身体を動かせない。当たり前だ。トウモロコシに転生したんだから。
それにしても、暑い。
早く収穫してくれ。
すると、農家のおばさんがおれを収穫した。数枚、皮を剥いたので、いくぶん涼しい。
作業所で、身体を洗われ箱詰めされ、軽トラの荷台に乗せられた。
到着したのは、スーパーであった。
店員のおばさんがおれたちトウモロコシを陳列した。スーパーの温度はいくぶん外にいるより、ここち良かった。
「よう、先生」
おれは見渡した。目が届く範囲で。
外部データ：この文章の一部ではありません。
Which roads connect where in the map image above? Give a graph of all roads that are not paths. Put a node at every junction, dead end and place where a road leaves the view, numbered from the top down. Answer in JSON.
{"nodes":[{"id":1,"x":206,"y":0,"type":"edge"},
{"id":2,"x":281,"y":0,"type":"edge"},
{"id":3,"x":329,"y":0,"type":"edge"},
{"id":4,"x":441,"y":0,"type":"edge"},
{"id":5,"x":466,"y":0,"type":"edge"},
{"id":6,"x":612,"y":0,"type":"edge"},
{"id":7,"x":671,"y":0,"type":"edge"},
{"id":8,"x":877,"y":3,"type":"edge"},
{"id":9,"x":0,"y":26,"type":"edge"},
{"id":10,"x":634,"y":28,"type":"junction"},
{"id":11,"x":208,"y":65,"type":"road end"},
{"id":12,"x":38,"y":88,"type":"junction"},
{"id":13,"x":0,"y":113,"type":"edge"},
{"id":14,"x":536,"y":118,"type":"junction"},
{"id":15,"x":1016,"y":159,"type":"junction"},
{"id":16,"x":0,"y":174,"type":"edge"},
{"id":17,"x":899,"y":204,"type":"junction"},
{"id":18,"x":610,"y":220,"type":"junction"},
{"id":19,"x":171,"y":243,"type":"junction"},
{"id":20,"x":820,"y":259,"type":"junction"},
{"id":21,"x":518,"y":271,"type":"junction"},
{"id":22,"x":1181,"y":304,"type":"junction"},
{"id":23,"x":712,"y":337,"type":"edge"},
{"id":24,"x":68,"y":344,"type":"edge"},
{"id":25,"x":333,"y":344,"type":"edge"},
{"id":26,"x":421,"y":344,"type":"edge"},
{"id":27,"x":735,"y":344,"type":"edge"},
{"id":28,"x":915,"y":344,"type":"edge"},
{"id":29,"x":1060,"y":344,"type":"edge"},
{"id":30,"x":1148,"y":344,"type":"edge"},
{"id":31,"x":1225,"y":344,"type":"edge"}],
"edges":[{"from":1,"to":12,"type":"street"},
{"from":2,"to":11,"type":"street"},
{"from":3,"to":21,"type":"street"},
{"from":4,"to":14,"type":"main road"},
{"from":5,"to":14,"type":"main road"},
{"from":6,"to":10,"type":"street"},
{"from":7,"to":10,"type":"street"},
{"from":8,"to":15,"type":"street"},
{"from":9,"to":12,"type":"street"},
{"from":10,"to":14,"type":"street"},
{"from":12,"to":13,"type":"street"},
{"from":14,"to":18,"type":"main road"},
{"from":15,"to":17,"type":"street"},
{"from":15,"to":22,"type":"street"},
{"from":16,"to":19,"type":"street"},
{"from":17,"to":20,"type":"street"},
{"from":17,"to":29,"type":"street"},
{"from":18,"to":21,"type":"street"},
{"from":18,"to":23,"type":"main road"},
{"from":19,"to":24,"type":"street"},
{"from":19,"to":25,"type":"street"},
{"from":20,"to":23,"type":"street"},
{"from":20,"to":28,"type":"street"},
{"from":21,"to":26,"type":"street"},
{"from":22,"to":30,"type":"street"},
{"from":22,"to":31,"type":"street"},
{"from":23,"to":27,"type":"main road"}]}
身体は動かないのだから。
それより、さあ、人間よおれを食べてくれ。出来ればキレイなお姉さんに。
「おれだよ、赤ら顔の」
「お前はあの赤ら顔が?」
「そうだよ」
「お前もダーツを投げたのか?」
「あぁ、トマトに転生しやがった。かわいい女の子に食ってもらいたいなぁ」
「おれもだよ」
客が現れた。
トマトの赤ら顔は、70代のばあちゃんがつかみ、買い物カゴに入れられた。
「先生、助けてくれ~」
「また、転生すりゃいいさ」
「おれはやだ~」
赤ら顔の訴えむなしく、ばあちゃんが買って行った。
「おれを食べてくれるのは誰だ!」
そこに、20代であろう女の子がトウモロコシに手を伸ばした。
おれか?やった!
女の子は隣のトウモロコシを掴んだ。
何故だ~!
すると、おれを掴む者がいた。腕が剛毛に覆われたひげの濃い男だった。
「ヒィッ、た、助けてくれ~」
おれの叫びが、人間に届く事なぞなく買われてしまった。